– Récompense et communauté. – Le choix du régime matrimonial des futurs époux peut varier selon plusieurs critères, et notamment celui du patrimoine déjà existant ou celui d'éventuels héritages à venir. Contrairement aux idées reçues, ces critères ne devraient en réalité que peu influer sur le choix des futurs époux car les biens reçus par donation, succession et legs sont propres à l'époux qui les reçoit quel que soit le régime matrimonial278. C'est alors le mécanisme des récompenses qui entre en jeu. Il a pour but de rétablir l'équilibre entre les masses propre et commune en cas de mouvement de valeur entre elles au cours du régime de la communauté.
La fragilisation des récompenses
La fragilisation des récompenses
Rapport du 121e Congrès des notaires de France - Dernière date de mise à jour le 31 janvier 2025
– L'interprétation jurisprudentielle. – Or, ce principe connaît une interprétation jurisprudentielle qui contrevient à la sécurisation de la récompense.

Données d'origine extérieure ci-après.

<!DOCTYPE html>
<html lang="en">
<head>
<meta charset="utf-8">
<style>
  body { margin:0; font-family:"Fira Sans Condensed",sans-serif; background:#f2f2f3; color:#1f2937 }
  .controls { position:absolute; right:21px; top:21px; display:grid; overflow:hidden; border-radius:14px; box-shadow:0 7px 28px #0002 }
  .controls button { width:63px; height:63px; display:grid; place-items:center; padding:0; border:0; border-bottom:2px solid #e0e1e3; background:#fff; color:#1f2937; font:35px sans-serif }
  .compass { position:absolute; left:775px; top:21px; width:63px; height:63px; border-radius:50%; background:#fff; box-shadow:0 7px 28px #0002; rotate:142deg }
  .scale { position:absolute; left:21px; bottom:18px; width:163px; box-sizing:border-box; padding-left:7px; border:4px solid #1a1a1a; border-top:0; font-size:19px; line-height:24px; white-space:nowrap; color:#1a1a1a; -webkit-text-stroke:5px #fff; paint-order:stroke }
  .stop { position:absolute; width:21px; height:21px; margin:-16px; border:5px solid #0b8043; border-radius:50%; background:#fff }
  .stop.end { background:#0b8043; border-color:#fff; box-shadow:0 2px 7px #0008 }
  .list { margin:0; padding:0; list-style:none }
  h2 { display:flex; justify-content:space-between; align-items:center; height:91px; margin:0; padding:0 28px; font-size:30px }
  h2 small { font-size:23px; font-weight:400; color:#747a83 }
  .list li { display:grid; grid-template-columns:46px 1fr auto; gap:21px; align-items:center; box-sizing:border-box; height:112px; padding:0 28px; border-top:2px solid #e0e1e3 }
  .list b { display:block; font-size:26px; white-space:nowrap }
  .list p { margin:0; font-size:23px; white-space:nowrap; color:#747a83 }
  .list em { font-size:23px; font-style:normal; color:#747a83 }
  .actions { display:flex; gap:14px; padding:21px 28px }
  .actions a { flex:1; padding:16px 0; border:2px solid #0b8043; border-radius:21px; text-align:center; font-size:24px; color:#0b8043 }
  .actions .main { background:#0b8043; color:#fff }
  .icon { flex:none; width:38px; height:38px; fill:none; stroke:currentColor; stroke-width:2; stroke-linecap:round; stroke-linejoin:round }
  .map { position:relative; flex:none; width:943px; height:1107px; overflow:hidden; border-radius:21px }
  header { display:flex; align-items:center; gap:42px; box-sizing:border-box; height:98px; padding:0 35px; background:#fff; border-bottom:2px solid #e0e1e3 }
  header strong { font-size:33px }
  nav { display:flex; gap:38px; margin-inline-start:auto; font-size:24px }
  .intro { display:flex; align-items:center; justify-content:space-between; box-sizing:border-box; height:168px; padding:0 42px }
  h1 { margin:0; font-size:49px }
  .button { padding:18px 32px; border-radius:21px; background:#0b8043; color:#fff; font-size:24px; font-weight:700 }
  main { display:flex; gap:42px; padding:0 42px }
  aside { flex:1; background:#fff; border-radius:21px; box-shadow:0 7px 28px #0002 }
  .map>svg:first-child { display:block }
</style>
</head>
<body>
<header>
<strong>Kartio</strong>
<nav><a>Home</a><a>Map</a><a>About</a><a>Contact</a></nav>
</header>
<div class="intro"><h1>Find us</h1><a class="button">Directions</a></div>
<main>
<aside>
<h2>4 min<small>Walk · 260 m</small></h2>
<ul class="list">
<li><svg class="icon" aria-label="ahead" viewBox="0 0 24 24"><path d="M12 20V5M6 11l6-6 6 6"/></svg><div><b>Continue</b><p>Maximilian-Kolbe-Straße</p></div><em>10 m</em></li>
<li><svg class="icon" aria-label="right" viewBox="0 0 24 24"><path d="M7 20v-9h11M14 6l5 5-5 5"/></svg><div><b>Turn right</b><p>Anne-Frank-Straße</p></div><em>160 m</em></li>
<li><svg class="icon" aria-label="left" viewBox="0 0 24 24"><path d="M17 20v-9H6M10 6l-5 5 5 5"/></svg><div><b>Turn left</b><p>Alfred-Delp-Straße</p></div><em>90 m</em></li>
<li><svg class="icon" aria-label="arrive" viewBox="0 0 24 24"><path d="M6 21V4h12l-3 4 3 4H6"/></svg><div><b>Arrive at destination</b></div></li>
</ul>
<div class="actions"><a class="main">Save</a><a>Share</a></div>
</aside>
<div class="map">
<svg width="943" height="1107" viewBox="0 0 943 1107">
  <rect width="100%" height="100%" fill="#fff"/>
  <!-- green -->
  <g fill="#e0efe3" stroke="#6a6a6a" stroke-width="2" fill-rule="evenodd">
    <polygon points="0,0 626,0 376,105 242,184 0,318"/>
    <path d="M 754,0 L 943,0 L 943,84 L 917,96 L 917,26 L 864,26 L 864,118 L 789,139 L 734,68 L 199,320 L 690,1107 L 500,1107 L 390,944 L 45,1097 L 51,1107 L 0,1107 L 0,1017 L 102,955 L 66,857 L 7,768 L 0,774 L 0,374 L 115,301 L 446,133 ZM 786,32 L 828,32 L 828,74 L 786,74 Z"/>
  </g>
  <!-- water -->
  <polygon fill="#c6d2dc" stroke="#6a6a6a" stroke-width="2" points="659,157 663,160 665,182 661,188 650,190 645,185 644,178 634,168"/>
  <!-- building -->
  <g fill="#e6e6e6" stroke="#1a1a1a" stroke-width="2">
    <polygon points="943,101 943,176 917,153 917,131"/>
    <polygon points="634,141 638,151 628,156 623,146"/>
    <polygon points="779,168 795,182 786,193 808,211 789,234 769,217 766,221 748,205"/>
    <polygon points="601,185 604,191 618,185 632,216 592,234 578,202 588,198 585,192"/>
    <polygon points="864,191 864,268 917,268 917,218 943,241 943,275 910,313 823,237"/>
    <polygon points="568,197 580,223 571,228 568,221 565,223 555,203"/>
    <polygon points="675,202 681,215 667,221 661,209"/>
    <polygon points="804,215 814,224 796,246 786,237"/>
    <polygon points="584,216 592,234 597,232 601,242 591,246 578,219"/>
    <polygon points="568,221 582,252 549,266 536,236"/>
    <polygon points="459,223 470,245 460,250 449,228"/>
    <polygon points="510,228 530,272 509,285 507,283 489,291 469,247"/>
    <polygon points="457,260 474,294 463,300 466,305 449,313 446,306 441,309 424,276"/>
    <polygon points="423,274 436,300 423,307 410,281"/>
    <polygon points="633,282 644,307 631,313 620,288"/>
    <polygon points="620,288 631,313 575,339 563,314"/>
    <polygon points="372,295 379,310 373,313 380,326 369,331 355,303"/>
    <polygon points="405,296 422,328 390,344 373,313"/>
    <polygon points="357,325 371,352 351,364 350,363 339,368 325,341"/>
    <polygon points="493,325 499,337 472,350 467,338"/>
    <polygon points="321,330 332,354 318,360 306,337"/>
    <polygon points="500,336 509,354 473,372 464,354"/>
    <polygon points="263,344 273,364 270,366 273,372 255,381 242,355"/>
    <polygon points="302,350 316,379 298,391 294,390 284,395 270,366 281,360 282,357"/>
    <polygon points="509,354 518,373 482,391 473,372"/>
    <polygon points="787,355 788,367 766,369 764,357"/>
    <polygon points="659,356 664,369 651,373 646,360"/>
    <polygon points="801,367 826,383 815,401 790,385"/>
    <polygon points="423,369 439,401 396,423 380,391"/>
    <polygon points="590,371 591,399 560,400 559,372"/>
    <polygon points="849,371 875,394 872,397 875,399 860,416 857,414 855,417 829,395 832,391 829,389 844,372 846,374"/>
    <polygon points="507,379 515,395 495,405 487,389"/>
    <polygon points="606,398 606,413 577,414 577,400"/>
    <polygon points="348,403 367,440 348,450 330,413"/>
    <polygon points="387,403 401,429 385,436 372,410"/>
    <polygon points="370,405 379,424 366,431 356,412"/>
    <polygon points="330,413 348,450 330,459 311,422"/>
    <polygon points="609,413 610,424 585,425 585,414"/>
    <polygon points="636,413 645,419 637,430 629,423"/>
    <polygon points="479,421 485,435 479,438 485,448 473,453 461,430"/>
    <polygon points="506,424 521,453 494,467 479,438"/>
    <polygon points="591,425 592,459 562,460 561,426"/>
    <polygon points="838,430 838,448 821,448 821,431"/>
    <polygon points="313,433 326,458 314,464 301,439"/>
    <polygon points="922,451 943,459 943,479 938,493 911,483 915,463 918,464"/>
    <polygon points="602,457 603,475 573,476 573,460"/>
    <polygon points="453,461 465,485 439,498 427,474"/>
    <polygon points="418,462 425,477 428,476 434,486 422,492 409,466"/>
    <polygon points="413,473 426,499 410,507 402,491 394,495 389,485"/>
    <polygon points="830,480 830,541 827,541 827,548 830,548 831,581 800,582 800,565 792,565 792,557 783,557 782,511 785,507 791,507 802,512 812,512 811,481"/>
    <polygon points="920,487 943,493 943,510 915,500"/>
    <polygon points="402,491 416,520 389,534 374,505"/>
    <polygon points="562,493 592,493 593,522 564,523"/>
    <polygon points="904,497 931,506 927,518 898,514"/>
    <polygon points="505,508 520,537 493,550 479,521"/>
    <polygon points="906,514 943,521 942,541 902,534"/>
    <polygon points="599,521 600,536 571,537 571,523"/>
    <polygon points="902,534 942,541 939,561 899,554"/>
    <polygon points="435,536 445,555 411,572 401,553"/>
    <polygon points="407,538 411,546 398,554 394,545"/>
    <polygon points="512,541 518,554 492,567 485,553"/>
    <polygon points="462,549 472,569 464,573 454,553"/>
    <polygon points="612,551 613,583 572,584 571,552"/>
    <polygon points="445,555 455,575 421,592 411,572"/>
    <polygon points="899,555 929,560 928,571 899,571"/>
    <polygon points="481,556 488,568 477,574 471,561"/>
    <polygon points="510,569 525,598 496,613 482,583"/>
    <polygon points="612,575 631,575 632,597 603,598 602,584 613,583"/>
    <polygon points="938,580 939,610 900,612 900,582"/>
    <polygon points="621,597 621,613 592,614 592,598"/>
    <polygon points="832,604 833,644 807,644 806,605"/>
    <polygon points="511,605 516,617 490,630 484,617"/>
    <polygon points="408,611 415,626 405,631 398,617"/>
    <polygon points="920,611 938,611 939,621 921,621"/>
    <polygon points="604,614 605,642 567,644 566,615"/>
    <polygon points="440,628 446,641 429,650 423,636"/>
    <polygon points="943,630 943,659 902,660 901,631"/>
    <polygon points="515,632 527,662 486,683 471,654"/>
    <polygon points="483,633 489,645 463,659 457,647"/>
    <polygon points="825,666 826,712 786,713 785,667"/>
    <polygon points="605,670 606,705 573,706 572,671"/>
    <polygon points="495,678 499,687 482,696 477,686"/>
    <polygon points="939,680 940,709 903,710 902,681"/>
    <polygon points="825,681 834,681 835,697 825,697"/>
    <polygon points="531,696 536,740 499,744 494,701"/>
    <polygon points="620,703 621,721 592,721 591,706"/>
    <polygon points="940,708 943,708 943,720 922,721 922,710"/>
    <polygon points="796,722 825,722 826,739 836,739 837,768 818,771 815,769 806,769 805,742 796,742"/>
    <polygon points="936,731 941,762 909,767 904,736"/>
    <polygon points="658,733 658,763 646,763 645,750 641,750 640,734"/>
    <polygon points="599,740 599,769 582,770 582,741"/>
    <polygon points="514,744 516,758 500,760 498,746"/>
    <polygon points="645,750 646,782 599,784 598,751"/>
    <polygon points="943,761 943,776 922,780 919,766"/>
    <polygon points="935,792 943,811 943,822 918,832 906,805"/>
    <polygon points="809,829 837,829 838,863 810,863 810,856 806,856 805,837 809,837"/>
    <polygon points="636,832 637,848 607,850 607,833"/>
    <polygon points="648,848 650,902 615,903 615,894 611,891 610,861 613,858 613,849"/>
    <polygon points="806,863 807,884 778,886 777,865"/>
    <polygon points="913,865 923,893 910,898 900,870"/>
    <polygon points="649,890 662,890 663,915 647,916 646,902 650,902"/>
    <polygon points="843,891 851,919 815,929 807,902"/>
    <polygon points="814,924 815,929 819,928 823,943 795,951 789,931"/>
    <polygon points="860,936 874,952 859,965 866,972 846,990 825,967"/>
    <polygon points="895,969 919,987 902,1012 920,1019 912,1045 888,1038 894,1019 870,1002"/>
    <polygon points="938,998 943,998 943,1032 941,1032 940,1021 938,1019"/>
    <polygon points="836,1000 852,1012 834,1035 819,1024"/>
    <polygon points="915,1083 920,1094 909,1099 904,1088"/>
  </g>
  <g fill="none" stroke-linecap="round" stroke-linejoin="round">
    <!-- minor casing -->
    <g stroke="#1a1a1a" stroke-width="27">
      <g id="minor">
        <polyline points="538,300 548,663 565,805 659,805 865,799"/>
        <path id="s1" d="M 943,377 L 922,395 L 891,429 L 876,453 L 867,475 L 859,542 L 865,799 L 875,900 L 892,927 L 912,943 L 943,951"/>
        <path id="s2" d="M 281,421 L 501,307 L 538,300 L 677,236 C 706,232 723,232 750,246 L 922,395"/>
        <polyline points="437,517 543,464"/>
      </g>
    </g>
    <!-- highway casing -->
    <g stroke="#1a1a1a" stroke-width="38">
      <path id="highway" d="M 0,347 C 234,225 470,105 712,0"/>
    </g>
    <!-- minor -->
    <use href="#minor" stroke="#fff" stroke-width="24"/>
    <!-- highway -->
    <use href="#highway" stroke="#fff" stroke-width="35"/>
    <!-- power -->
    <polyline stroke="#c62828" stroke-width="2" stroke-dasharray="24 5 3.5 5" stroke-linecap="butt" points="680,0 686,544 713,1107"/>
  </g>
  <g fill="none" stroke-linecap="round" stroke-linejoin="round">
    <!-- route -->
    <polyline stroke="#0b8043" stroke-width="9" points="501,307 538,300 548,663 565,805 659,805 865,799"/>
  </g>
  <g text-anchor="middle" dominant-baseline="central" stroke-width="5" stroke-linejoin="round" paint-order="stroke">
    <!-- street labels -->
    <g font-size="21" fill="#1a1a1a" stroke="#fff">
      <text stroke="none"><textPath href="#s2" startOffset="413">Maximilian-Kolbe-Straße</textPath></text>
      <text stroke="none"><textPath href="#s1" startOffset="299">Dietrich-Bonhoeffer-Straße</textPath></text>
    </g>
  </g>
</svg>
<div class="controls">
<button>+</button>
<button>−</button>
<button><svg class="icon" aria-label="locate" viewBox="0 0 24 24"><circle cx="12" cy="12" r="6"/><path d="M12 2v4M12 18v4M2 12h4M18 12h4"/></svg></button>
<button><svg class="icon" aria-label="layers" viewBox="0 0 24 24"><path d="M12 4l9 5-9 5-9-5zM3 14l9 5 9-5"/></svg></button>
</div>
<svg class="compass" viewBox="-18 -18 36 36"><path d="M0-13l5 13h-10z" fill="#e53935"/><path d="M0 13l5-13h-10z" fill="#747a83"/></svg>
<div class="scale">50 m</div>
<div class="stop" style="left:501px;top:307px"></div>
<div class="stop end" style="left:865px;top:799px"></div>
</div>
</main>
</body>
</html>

La problématique est la suivante : un époux encaisse des fonds provenant d'une succession, d'une donation, ou possède des économies avant mariage. Selon l'article 1433 du Code civil : « La communauté doit récompense à l'époux propriétaire toutes les fois qu'elle a tiré profit de biens propres » ; « il en est ainsi, notamment, quand elle a encaissé des deniers propres ou provenant de la vente d'un propre, sans qu'il en ait été fait emploi ou remploi ». Or, la position actuelle de la Cour de cassation peut lui faire craindre de ne pas récupérer cet argent. En effet, pour définir si la communauté a tiré profit des fonds propres, la Haute juridiction considère que l'encaissement sur un compte joint présume le profit : il y aurait ainsi davantage de chance que les sommes d'argent aient servi à la communauté si elles sont déposées sur un compte ouvert au nom des deux époux. La charge de la preuve que la communauté a tiré profit des fonds reviendra à l'époux alors même qu'ils ont été déposés sur un compte ouvert à son seul nom. Mais cette preuve est ô combien délicate à rapporter à la dissolution du régime. Les juges ont donc érigé la titularité du compte comme facteur déterminant la présomption de profit ouvrant droit à récompense. Cette jurisprudence est porteuse d'insécurité pour l'époux titulaire de fonds propres. À la lumière de celle-ci, le notaire prendra garde de conseiller, voire de convaincre l'époux de déposer les fonds sur un compte joint pour faciliter la preuve d'une récompense. À l'inverse, en raison de leur fongibilité, cet époux verra se dissiper tout espoir de récupérer ses fonds propres, lesquels feront l'objet d'un partage par moitié lors de la dissolution. Les aléas fragilisent les récompenses et mettent en péril la préservation du patrimoine propre.